> _TASK OBJECTIVE_
In the data below, count how many lines contain "edges" and give that number by itself.

(Saved data entries)
--

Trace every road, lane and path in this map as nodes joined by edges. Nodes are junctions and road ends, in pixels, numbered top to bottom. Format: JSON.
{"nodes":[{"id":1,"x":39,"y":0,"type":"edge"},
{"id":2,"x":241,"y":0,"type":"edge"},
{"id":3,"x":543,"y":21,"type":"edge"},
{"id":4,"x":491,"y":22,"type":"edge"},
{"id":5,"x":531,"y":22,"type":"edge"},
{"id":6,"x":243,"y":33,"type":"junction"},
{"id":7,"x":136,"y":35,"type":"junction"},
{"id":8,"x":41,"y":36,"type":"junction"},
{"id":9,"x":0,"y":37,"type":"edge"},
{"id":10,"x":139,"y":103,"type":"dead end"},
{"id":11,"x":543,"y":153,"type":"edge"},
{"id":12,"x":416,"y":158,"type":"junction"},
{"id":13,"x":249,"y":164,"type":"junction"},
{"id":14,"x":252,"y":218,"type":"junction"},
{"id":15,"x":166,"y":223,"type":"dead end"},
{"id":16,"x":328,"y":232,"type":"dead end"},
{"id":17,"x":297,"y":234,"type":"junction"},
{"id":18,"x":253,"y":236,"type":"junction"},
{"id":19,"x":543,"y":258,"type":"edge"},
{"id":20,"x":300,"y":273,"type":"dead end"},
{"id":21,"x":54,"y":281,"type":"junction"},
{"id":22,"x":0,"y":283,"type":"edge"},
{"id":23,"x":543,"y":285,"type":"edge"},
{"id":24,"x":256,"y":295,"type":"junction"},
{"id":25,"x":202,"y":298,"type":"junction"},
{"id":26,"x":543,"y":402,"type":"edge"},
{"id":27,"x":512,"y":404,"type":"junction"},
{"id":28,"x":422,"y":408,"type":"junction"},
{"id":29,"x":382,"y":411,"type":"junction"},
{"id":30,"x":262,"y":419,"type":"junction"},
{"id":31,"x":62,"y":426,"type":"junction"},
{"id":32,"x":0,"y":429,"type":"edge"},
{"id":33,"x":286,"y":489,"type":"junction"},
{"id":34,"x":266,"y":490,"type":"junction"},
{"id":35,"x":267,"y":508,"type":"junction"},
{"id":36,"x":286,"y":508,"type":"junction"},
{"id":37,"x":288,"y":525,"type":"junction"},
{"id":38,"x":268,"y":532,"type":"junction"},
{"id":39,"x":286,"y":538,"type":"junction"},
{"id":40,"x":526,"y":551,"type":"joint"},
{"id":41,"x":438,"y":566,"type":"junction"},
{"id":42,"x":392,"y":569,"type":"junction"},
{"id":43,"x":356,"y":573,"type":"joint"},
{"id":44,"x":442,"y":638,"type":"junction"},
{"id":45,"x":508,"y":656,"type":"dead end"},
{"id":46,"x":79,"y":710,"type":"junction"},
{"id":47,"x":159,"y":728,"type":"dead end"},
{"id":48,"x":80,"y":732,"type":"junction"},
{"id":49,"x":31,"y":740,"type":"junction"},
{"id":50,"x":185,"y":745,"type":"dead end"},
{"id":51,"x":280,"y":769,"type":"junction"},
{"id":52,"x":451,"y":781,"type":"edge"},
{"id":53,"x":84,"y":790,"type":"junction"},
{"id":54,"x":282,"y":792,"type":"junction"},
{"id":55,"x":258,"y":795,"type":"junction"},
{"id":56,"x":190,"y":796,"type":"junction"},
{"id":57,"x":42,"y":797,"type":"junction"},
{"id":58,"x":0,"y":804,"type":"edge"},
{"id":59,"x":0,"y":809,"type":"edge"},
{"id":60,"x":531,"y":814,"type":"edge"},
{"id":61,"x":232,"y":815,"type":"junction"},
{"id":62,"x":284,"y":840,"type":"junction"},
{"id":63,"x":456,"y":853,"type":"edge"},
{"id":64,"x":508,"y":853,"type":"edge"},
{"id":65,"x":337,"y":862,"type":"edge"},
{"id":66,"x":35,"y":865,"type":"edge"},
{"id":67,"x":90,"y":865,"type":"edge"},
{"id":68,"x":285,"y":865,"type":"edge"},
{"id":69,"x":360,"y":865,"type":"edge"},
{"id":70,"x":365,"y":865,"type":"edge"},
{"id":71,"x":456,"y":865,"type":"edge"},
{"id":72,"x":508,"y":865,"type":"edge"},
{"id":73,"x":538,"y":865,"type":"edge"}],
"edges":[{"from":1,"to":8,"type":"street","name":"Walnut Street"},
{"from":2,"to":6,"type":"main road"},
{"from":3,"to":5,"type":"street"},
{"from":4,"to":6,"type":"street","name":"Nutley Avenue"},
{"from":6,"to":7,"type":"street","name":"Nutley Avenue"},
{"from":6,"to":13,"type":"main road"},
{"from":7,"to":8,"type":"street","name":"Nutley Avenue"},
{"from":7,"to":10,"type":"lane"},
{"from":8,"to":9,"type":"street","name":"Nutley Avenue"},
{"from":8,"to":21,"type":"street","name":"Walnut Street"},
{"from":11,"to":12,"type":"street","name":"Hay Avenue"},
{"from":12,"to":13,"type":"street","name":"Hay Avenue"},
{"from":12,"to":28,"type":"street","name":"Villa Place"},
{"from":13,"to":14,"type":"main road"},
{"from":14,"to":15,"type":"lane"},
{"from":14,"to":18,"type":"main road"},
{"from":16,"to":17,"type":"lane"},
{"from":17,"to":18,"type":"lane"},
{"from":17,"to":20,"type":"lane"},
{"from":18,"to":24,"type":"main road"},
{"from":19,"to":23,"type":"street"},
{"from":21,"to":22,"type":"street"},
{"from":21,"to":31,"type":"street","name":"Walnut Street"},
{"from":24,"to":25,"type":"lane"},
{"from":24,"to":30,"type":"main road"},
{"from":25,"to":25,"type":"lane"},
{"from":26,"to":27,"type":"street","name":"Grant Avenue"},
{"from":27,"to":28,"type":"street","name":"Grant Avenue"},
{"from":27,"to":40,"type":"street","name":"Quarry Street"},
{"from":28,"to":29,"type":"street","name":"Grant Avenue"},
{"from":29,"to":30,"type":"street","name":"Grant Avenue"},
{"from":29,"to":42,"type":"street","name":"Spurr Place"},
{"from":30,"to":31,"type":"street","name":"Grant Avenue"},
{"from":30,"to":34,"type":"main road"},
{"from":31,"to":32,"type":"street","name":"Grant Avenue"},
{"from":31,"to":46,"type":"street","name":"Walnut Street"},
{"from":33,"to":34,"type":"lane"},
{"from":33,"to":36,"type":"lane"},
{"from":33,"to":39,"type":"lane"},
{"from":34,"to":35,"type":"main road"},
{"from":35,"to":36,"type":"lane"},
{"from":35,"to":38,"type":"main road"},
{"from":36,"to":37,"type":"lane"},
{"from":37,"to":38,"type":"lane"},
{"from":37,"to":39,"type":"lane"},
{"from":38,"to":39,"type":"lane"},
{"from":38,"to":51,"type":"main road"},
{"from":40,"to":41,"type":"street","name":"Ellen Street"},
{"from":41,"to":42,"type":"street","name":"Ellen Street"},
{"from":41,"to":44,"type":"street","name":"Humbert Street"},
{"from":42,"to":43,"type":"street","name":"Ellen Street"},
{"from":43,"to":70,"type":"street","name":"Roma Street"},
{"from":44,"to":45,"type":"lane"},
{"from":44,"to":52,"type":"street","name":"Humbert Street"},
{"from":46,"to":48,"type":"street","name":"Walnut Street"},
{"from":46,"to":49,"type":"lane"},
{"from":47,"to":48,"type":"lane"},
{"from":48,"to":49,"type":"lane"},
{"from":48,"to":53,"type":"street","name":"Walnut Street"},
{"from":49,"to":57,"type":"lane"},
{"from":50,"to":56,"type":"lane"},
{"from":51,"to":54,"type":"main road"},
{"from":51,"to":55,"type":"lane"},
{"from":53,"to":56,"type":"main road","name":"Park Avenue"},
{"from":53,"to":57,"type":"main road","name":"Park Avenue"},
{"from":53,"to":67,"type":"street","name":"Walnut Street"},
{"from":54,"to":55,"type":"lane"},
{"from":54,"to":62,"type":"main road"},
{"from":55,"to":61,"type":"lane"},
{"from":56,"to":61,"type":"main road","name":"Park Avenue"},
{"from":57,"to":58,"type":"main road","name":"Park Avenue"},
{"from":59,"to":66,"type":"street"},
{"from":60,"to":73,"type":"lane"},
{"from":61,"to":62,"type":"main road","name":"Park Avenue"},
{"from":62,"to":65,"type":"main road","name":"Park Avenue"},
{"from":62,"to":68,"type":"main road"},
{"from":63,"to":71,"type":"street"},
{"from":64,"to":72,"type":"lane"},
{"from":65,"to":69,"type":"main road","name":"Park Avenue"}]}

--

> _PROBLEM SOLUTION_
2